Ahora bien, el análisis cronológico del intercambio telegráfico permite delinear un escenario fáctico que no puede ser relativizado y lleva a formar convicción; por un lado, que aun cuando en la mejor de las hipótesis para la demandante pudiéramos concluir que a partir del certificado médico que habría extendido el Dr. Andriacchio se encontraba en condiciones de reintegrarse a sus tareas desde el 24 de junio de 2009 -tal como insistió al iniciar la demanda y en el planteo recursivo- lo cierto es que, más allá de la autenticidad o no de dicho instrumento, debía haber puesto en conocimiento del empleador cualquier alteración en su condición psicofísica de inmediato o dentro de un plazo prudencial a fin de poder reiniciar el cumplimiento de su debito contractual, y no lo hizo, y por el otro, que el empleador adoptó las medidas adecuadas para tutelar la integridad psicofísica de la trabajadora.En efecto, pese a la férrea postura de la actora en orden a que se encontraba en condiciones de prestar servicios desde el 24 de junio de 2009, lo cierto es que ella misma reconoce que recién habría entregado el mentado certificado con fecha 29 de julio de 2009; es decir, más de un mes después de que supuestamente se lo hubieran otorgado (ver, copia de C.D. Nº 075415409, del 11/8/2009 a fs. 115 e informe de Correo Argentino a fs. 127/128) , y amén de ello, ni en el telegrama que envió el 29/6/2009 (C.D. Nº 01935995), ni en el enviado el 15/7/2009, hizo mención al certificado que pretende reivindicar a efectos de demostrar una conducta renuente del empleador en la dación de tareas.

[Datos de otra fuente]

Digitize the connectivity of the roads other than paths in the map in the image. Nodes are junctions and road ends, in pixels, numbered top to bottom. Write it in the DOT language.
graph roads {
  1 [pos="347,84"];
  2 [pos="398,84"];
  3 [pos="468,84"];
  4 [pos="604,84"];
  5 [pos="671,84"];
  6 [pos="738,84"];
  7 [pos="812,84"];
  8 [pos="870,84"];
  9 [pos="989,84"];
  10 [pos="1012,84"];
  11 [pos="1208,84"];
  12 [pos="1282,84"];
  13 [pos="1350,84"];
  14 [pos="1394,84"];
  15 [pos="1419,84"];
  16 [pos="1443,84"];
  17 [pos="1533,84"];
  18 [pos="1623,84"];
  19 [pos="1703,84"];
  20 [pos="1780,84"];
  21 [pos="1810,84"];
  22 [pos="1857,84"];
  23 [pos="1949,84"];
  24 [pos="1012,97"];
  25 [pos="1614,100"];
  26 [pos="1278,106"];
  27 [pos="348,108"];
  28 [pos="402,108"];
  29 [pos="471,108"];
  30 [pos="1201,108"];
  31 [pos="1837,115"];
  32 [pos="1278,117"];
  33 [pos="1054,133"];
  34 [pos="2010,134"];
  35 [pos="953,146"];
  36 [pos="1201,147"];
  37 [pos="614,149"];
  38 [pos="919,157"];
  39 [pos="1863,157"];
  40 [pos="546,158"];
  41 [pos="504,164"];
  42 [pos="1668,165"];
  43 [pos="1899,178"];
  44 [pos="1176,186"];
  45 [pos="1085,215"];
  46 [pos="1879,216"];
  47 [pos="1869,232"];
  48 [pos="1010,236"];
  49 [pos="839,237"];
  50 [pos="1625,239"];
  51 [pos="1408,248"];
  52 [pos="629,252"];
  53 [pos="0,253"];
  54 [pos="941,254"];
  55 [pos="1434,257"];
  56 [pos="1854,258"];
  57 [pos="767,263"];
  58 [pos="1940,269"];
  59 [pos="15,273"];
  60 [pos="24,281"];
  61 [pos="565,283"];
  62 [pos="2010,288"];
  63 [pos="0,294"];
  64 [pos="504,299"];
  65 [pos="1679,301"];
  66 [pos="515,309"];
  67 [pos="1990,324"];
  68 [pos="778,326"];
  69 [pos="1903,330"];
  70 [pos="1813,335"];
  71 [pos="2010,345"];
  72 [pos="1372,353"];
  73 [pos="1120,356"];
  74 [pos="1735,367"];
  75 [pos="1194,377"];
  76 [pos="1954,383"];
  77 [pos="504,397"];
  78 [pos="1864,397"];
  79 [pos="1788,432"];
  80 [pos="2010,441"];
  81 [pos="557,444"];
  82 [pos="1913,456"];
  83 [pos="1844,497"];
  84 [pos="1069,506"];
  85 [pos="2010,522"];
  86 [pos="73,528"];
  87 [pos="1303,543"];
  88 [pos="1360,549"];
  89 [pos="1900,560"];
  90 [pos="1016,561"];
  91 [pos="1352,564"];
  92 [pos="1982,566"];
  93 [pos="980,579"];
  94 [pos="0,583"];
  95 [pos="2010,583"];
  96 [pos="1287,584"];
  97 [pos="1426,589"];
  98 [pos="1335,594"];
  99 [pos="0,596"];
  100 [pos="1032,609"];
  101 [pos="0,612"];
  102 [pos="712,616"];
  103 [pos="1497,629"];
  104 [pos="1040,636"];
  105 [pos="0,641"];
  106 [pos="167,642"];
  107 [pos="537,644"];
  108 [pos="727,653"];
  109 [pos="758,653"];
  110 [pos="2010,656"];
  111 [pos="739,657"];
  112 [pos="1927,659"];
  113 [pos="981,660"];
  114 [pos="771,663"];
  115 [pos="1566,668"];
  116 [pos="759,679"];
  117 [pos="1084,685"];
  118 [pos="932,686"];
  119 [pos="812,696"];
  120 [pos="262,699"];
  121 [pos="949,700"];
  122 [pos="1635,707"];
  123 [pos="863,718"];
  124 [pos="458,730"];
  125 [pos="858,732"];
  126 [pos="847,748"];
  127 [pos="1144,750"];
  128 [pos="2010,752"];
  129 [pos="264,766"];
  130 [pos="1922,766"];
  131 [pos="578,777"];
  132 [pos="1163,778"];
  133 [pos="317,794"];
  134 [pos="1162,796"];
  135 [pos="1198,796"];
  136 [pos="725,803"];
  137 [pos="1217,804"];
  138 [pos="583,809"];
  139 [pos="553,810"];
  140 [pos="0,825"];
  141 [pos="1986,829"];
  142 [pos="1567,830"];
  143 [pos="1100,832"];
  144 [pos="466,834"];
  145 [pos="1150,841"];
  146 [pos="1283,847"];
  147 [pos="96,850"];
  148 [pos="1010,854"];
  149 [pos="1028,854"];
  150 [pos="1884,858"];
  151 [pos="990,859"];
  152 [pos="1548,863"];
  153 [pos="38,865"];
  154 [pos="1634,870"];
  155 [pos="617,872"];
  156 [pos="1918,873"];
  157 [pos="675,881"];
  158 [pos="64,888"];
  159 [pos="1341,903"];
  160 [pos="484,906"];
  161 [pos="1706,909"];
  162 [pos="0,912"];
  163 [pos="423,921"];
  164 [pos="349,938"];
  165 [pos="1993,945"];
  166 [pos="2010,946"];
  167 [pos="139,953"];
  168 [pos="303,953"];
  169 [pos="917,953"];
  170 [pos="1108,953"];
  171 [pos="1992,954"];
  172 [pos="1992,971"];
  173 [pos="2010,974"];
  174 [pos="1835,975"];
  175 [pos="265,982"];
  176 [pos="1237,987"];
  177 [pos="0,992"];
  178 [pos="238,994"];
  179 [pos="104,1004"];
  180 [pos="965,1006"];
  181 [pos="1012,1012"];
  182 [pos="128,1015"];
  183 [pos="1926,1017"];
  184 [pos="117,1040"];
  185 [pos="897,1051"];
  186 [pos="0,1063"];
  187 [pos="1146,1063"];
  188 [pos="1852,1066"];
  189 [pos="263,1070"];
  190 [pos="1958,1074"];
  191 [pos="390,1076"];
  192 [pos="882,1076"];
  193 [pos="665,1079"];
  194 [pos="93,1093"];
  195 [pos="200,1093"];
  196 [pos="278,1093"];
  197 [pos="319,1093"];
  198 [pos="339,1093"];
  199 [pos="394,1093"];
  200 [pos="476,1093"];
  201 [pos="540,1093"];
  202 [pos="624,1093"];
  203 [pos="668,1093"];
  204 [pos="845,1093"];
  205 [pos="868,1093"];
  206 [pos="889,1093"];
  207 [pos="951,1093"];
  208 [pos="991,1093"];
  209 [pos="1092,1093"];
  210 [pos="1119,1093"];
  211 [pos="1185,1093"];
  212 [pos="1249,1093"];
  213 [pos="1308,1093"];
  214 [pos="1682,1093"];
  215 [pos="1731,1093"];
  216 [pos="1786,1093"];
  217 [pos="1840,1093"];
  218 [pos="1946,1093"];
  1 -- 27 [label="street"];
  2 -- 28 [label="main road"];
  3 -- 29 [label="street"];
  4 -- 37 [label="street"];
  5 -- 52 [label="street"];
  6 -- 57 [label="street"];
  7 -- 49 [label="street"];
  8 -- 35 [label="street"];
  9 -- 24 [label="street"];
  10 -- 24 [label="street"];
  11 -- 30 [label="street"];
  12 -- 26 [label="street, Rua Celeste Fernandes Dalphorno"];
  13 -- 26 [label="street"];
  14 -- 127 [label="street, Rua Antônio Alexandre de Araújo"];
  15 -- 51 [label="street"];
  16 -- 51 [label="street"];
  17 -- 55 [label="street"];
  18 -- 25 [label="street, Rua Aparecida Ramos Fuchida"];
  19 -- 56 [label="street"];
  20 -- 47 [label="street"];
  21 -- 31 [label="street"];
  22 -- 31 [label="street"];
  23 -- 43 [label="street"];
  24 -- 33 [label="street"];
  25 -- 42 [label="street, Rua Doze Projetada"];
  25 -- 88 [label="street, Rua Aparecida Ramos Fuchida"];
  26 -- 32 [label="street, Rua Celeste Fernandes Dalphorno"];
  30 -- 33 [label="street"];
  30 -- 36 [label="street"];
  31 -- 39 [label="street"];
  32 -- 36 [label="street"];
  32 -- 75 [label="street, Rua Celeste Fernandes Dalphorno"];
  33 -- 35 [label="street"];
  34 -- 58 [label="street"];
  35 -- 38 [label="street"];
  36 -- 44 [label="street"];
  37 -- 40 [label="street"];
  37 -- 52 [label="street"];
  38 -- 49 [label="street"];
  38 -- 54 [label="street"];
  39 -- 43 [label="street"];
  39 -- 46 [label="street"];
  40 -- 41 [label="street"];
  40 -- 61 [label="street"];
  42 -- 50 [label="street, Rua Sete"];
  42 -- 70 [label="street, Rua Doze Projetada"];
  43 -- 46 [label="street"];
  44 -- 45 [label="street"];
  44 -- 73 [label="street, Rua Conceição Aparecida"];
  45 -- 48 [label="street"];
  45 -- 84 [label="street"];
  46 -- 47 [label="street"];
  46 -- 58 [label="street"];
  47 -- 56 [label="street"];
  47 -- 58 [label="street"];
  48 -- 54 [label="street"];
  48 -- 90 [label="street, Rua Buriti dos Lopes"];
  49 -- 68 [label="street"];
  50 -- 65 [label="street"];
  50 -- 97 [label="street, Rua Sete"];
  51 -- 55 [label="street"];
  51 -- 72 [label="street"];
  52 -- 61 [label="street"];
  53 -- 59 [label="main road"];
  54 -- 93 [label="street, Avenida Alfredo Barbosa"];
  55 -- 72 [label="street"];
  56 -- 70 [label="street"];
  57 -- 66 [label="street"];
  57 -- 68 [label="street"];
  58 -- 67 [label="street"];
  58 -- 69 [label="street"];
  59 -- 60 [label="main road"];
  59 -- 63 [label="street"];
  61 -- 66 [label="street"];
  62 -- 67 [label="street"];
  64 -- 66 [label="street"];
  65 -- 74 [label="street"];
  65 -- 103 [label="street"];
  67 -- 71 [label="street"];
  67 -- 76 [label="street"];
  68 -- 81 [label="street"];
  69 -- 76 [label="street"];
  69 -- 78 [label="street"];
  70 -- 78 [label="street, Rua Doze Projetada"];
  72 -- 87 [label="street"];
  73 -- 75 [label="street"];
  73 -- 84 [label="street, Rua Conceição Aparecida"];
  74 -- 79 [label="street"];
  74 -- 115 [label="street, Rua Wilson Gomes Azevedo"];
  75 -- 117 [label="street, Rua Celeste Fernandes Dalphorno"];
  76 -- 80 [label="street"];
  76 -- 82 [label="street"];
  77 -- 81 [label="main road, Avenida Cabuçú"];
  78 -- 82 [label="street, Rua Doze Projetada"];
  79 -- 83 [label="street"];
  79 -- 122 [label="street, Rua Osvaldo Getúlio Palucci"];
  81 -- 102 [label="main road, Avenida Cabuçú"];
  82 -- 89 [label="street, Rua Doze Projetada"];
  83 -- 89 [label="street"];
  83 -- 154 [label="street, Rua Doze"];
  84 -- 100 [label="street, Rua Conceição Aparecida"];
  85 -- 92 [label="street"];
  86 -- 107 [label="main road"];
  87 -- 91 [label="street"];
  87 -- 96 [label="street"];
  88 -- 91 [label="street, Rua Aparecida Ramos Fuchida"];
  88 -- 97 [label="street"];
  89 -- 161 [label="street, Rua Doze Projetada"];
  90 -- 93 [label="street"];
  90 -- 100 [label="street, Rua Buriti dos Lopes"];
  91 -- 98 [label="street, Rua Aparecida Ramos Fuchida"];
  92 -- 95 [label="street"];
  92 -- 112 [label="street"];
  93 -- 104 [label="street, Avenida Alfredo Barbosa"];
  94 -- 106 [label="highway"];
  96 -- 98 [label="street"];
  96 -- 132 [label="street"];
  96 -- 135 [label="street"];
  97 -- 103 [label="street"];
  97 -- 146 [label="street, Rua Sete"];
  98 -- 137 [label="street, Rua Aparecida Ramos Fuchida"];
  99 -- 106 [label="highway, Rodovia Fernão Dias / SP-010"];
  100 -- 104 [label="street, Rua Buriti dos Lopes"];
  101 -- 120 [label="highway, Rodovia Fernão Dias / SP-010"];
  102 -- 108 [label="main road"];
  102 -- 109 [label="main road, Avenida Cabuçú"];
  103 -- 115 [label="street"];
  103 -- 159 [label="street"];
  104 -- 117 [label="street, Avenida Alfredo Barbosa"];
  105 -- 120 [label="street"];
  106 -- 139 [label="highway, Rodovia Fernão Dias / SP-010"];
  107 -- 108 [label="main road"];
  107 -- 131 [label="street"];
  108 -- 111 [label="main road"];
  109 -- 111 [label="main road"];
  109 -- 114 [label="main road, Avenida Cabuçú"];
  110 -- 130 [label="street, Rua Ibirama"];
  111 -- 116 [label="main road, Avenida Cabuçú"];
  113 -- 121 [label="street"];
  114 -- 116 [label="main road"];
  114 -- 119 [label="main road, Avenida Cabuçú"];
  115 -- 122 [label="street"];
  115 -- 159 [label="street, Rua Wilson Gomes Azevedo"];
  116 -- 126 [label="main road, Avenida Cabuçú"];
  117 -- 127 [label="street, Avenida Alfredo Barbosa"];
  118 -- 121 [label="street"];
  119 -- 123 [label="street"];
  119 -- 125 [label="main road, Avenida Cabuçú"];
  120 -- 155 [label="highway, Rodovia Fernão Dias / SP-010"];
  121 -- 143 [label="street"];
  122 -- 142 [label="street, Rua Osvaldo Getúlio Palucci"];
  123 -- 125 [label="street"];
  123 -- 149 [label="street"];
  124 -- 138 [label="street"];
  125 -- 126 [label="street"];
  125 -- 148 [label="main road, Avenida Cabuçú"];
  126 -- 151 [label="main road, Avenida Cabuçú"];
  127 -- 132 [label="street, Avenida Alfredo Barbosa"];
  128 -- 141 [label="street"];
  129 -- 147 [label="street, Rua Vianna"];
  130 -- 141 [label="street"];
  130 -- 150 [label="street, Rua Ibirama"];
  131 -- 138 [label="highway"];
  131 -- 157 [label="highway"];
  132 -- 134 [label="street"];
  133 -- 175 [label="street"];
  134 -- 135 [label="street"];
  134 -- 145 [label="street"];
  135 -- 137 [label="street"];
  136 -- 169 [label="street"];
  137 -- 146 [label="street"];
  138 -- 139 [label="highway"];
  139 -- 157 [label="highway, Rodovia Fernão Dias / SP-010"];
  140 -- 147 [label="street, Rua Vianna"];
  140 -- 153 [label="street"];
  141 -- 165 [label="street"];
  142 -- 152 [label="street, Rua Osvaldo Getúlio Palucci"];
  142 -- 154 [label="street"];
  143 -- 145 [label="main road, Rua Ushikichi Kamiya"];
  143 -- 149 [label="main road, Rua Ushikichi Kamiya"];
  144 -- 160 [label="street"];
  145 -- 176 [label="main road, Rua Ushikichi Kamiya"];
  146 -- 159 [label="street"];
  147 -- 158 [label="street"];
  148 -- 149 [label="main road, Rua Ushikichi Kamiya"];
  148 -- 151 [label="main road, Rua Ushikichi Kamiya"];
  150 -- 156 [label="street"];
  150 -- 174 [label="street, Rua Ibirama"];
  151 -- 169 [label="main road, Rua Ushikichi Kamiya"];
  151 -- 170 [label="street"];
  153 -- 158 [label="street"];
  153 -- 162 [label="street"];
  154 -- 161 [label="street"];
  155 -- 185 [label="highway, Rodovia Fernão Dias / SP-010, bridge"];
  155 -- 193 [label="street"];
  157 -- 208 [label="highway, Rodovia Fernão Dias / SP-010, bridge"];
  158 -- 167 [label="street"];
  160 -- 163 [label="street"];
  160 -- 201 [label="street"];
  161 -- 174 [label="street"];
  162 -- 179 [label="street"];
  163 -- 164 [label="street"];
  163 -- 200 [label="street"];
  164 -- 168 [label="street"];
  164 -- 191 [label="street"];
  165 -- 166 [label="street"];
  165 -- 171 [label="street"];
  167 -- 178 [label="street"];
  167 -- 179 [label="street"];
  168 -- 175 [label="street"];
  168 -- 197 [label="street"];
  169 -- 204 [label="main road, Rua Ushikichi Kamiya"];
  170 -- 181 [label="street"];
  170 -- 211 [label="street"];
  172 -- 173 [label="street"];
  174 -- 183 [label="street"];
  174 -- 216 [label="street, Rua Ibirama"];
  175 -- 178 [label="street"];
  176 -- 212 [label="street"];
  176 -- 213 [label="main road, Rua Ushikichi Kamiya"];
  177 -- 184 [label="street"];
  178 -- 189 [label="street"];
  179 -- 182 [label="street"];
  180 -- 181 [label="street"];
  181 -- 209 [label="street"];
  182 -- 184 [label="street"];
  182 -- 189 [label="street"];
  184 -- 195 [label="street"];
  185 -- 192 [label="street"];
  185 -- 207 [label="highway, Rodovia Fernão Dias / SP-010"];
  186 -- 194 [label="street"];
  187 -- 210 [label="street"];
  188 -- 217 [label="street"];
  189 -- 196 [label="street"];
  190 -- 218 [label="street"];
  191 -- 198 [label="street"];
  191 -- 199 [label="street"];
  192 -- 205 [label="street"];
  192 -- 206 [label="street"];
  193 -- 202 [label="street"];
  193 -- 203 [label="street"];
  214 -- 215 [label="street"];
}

Asimismo, es de destacar que cuando la actora puso en conocimiento del empleador el supuesto certificado extendido por el Dr. Andriacchino (ver, C.D. Nº 01954546 remitida en el mismo día que la accionante adujo haber puesto el certificado a disposición del empleador; 29/7/2009; copia del telegrama a fs. 117 e informe de C.Argentino a fs. 127/128), este último se aprestó, ante la divergencia suscitada con el cuerpo médico de la empresa, a requerir una interconsulta y a tal efecto remitió la C.D. Nº 025393040 con fecha 31/7/2009, cuya parte pertinente transcribo: «atento las discrepancias sobre su diagnóstico médico, y en aras de mantener la relación laboral vigente (.) la citamos a una interconsulta médica , a fin de que se resuelvan las divergencias respecto a su estado actual de salud. Deberá concurrir al efecto el día 12/8/09 a las 8.30 hs en PME – Alvarez Jonte 2774, Capital Federal».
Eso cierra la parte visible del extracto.